***** Data for analysis

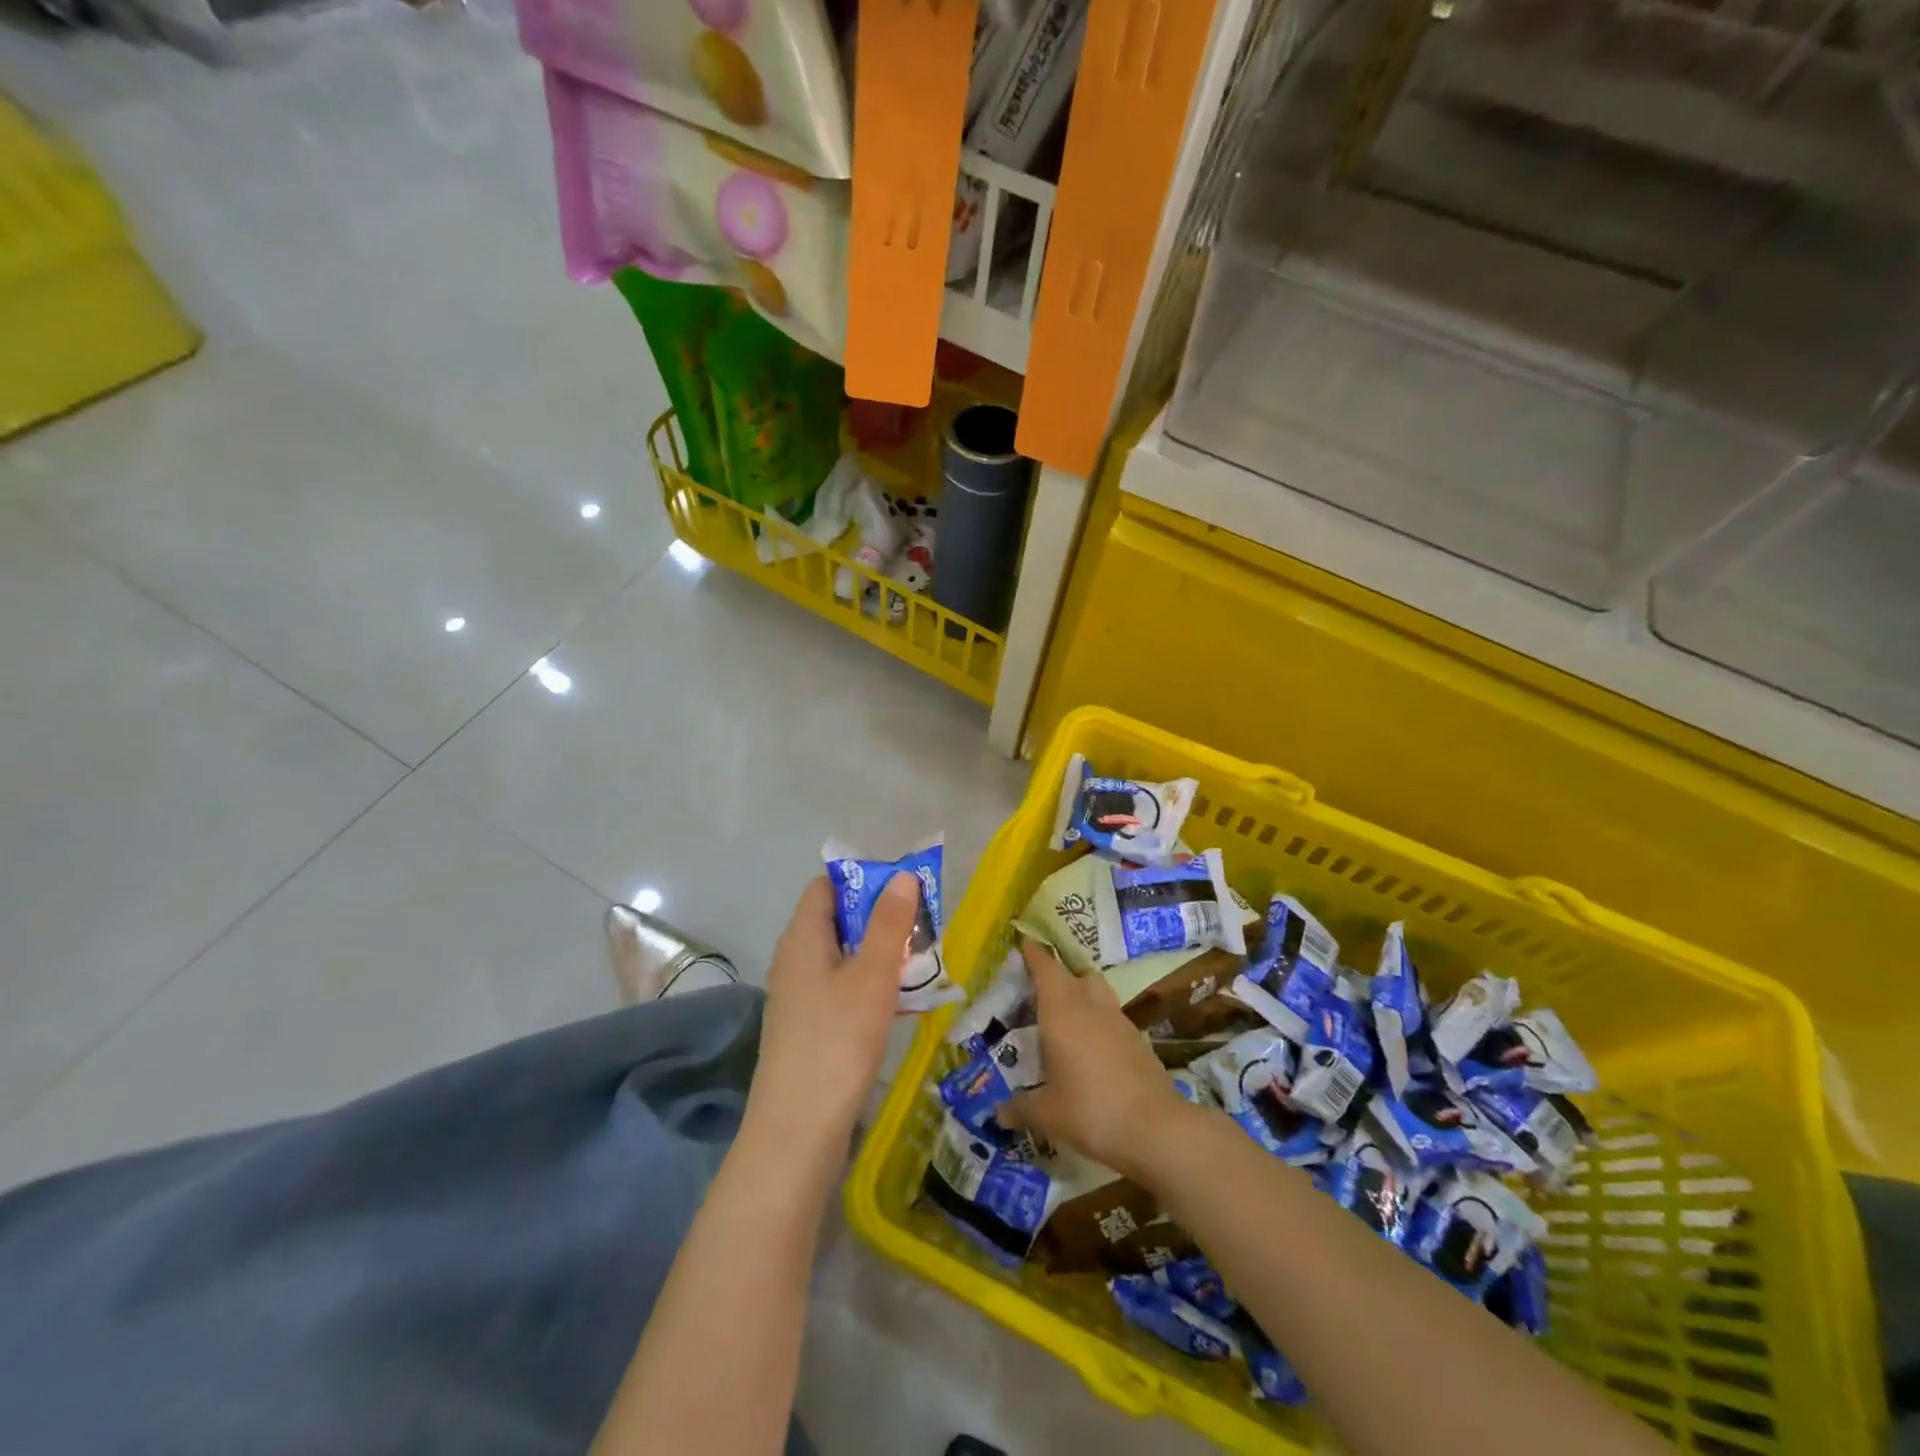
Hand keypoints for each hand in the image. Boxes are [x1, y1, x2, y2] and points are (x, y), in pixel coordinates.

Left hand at [746, 872, 919, 1154]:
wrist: (797, 1132)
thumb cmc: (837, 1041)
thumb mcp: (872, 975)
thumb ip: (889, 923)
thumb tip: (902, 876)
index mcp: (802, 937)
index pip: (827, 885)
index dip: (865, 879)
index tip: (904, 890)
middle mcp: (794, 959)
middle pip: (838, 919)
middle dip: (881, 918)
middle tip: (923, 928)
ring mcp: (798, 995)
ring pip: (843, 956)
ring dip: (879, 953)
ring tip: (921, 963)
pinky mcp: (808, 1027)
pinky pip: (841, 987)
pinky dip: (869, 984)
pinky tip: (900, 1002)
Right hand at [1000, 939, 1194, 1181]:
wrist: (1156, 1129)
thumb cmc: (1091, 1111)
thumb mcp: (1047, 1114)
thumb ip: (1020, 1108)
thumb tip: (999, 1113)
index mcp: (1062, 1012)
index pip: (1046, 969)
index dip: (1034, 955)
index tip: (1025, 944)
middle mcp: (1090, 1006)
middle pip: (1074, 975)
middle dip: (1056, 975)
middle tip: (1038, 989)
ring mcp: (1119, 1021)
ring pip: (1097, 992)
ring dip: (1081, 995)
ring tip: (1065, 1017)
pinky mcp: (1138, 1040)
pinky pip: (1112, 1018)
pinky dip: (1098, 1022)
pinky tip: (1091, 1048)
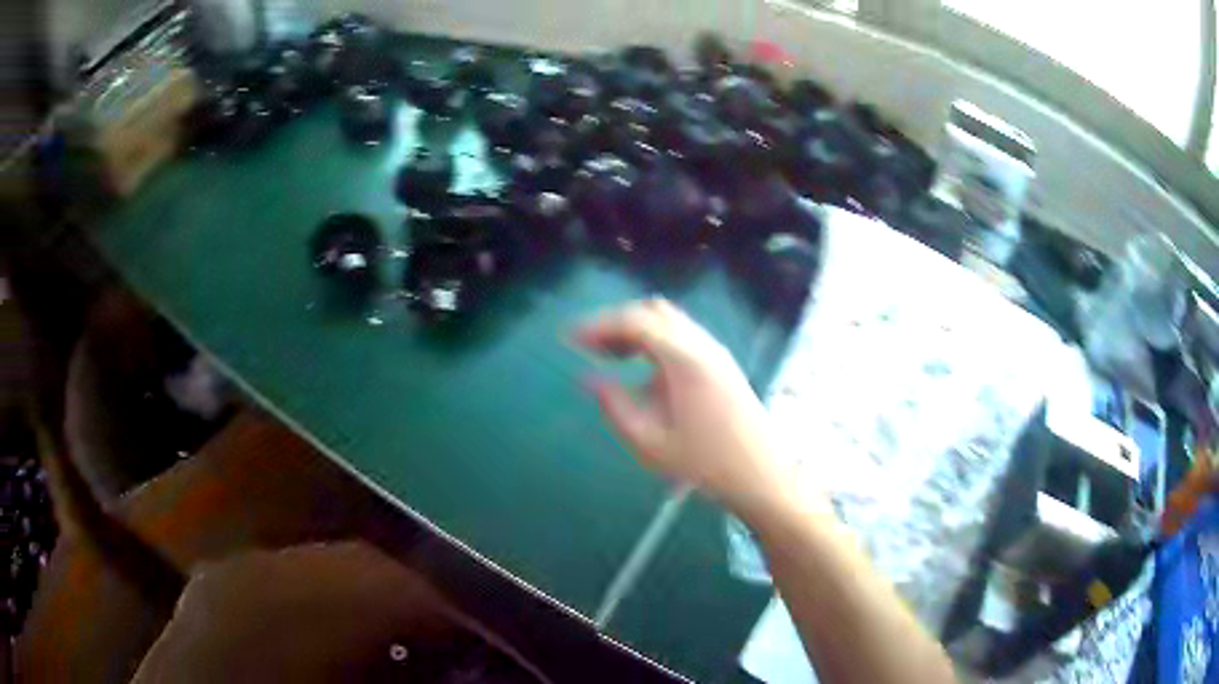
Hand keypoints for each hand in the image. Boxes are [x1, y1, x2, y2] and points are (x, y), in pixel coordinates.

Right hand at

**********

- Exercise prompt: Your answer must be the lines above from the one containing "thumb mcp: (1047, 1114)" to the one containing "middle tip: (1038, 989)", both included, restated word for word.

- Finished exercise:
thumb mcp: (1047, 1114)
thumb ip: (1020, 1108)
thumb tip: (999, 1113)
index mcp: (1062, 1012)
index pip: (1046, 969)
index dip: (1034, 955)
index tip: (1025, 944)
middle mcp: (1090, 1006)
middle pip: (1074, 975)
middle dip: (1056, 975)
middle tip: (1038, 989)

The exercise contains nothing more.